Iraqi Prime Minister Nouri Al Maliki keen on retaining power
Baghdad: With a raid this week on a camp of Iranian dissidents once sheltered by the United States, Prime Minister Nouri Al Maliki has again demonstrated a knack for surprising both foes and allies in his attempt to emerge as the victor in crucial parliamentary elections in January.
So far, he has ordered attacks on militiamen in Basra against the advice of the US military, turned the June 30 deadline for US troop withdrawal from Iraqi cities into an orchestrated celebration of Iraqi independence and rigorously tried to conceal the US presence that remains, fearful that Iraqis will see the withdrawal as a charade.

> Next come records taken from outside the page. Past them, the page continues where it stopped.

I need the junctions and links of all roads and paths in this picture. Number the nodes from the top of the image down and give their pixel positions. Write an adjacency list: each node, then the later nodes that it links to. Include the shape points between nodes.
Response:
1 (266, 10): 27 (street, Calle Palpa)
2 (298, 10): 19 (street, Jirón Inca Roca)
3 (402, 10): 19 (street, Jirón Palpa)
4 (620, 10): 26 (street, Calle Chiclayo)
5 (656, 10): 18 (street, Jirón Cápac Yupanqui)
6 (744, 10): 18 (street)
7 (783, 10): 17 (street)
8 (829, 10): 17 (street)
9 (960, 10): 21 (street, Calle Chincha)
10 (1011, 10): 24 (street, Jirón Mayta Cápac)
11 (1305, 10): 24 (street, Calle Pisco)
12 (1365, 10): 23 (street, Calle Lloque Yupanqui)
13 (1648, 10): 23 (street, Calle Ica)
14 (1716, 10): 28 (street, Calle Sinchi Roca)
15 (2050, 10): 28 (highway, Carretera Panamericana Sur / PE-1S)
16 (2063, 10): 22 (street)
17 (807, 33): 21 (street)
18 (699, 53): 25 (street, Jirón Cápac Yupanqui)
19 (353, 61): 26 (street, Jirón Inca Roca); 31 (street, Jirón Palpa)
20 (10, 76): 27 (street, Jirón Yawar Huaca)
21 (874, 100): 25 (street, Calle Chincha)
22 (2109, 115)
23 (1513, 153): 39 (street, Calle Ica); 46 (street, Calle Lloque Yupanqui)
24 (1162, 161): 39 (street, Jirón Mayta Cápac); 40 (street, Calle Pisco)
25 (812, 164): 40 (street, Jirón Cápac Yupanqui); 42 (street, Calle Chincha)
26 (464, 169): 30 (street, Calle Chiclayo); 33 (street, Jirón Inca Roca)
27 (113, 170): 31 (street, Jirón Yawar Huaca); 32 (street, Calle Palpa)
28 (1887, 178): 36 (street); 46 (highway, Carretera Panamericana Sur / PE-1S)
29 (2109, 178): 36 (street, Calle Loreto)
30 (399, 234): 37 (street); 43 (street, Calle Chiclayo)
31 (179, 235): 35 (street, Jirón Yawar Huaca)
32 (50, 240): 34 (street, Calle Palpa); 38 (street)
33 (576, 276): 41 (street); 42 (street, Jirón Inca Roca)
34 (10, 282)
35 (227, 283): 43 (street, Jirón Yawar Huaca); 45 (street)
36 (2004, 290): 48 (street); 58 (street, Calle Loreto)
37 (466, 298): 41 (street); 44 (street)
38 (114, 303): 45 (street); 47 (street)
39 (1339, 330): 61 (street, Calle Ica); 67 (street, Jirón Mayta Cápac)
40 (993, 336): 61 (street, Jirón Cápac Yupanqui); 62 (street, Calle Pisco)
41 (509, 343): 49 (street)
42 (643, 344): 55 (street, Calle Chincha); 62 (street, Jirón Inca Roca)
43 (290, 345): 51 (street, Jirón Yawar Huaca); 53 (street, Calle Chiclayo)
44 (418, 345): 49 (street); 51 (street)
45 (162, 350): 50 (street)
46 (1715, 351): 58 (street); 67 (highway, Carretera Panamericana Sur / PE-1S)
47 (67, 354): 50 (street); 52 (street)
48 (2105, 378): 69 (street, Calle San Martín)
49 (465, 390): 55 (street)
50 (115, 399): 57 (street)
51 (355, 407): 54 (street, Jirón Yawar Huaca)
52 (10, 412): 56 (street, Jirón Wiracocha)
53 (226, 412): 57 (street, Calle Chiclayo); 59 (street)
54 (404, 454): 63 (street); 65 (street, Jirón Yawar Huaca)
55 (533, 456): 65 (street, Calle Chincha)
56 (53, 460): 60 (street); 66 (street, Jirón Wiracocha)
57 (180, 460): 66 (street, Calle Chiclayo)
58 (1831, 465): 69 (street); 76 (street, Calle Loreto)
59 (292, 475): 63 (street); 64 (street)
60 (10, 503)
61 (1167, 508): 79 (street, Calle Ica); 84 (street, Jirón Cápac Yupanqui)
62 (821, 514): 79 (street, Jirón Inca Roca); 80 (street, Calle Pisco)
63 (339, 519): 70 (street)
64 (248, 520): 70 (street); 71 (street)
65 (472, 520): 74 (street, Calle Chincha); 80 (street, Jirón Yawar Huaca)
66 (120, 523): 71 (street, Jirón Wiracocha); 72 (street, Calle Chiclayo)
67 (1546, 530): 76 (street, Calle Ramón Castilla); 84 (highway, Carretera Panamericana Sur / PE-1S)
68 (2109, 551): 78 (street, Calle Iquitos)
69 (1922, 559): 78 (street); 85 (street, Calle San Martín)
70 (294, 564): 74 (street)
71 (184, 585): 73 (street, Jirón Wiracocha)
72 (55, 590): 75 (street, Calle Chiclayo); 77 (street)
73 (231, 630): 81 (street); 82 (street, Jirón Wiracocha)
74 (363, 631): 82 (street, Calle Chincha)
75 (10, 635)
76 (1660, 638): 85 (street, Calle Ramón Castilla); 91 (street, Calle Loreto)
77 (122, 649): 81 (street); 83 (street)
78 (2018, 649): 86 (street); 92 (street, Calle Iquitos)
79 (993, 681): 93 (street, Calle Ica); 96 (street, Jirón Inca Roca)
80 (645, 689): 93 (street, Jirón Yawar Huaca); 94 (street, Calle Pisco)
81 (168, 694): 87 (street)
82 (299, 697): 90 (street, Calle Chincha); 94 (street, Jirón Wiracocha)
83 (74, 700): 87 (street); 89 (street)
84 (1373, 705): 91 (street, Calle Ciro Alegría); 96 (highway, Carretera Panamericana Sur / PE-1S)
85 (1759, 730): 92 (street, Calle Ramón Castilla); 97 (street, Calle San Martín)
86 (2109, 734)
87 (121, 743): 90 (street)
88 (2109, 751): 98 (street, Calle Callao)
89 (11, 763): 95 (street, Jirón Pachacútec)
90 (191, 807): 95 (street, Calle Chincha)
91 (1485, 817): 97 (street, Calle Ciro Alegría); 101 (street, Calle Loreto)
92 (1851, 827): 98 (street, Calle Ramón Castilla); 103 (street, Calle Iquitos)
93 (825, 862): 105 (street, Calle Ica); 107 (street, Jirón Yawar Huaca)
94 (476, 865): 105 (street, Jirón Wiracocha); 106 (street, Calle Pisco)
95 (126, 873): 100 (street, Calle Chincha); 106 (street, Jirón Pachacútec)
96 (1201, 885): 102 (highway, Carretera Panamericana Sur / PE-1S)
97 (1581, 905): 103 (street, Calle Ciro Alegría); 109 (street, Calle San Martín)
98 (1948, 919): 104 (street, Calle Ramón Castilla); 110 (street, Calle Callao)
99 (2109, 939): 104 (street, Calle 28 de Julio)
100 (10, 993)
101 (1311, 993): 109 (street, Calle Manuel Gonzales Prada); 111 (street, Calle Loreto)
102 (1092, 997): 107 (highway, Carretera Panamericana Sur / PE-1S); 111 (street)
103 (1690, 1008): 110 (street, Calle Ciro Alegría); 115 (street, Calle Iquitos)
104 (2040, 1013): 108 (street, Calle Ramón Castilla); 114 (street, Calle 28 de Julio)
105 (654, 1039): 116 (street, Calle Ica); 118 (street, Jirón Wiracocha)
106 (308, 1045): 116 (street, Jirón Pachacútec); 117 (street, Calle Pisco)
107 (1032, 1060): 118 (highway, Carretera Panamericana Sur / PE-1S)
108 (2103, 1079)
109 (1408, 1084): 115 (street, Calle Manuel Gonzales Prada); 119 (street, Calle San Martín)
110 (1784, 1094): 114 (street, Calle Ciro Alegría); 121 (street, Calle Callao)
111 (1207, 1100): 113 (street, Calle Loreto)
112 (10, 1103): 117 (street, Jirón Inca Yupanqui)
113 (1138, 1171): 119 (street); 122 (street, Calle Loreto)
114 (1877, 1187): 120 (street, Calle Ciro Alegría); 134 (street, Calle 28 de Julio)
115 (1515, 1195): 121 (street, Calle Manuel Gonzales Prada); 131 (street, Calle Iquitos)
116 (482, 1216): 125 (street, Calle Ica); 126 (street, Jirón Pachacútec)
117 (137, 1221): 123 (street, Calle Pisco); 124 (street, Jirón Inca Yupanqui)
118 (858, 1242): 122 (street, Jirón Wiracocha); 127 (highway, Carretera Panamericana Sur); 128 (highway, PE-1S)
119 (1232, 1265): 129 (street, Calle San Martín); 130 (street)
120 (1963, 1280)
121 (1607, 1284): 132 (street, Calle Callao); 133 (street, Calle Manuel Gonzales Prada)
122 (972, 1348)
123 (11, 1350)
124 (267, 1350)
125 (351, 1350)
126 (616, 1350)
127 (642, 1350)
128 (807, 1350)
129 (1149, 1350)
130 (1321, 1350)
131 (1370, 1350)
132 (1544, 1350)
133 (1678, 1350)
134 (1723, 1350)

Al Maliki's government had for months contemplated a move against the Iranian exiles, who are members of a group called the Mujaheddin-e Khalq, promising the US government that it would treat the more than 3,000 camp residents humanely and not force any of them to return to Iran. But the raid on Tuesday caught US military officials, diplomats and even some Iraqi officers by surprise. Iran, which has called for action against the group, lauded the operation.
Taken together, the moves demonstrate an eagerness on Al Maliki's part to do what was unthinkable when he took office three years ago - create an image of himself as an independent leader in a country that still hosts 130,000 US troops. But his penchant for unilateral action, often backed with the force of arms, has created enemies across the spectrum, many of them determined to block his reelection.

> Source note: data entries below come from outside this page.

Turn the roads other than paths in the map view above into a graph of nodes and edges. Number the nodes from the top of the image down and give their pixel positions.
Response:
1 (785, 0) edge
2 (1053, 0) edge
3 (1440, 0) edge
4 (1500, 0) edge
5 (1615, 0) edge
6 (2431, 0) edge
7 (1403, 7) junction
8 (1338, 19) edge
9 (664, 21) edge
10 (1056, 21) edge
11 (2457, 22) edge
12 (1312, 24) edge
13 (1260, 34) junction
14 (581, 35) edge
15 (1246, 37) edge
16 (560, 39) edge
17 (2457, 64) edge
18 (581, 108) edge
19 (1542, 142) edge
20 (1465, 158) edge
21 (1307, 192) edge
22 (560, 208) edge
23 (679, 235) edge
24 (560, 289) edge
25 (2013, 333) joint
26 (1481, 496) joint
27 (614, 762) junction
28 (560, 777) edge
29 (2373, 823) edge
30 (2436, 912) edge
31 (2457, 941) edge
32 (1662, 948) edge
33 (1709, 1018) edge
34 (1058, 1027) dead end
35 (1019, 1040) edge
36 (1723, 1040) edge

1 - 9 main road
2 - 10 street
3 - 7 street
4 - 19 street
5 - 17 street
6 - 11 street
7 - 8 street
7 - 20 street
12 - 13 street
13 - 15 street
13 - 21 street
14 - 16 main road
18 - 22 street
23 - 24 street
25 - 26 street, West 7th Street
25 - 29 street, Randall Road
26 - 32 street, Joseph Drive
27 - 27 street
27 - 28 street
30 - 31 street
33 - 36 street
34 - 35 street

"He wants to turn himself into a national symbol, and he is willing to use power and force to promote himself as one," said Salim Abdullah, a Sunni lawmaker and part of a bloc in parliament that has opposed Al Maliki in the past. "He is determined to break through anything that can get in the way of him becoming prime minister again."

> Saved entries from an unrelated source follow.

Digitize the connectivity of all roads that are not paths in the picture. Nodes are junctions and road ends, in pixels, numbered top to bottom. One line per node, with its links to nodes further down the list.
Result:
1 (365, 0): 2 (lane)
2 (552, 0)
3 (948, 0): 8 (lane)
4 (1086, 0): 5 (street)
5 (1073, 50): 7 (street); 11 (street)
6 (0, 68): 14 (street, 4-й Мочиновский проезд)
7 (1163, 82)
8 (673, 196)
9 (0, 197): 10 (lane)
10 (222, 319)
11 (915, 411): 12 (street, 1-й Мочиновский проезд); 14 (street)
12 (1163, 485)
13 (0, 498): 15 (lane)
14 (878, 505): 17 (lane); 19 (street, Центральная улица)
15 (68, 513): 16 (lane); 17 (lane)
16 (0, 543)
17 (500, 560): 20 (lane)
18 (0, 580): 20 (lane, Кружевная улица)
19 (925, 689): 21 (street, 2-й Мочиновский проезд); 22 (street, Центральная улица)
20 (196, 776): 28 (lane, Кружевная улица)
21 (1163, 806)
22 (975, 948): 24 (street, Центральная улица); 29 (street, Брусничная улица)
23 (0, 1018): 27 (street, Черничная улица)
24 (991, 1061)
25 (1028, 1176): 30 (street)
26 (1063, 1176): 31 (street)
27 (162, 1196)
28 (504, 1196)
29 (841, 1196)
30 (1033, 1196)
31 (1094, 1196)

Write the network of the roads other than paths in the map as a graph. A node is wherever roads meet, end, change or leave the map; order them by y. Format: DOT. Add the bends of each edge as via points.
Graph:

Al Maliki faces an array of challenges as he heads toward elections in January that will choose a parliament and eventually lead to a new cabinet and prime minister. Few expect him to maintain the remarkable convergence of luck and fortune that has helped transform him from a compromise choice as prime minister, whose weakness made him appealing to more powerful forces, into the axis today around which Iraqi politics have begun to revolve.
Violence remains a feature of the landscape here, threatening to undo what Al Maliki, fairly or unfairly, has touted as his greatest accomplishment: a restoration of a semblance of calm in Baghdad and other war-wrecked towns and cities.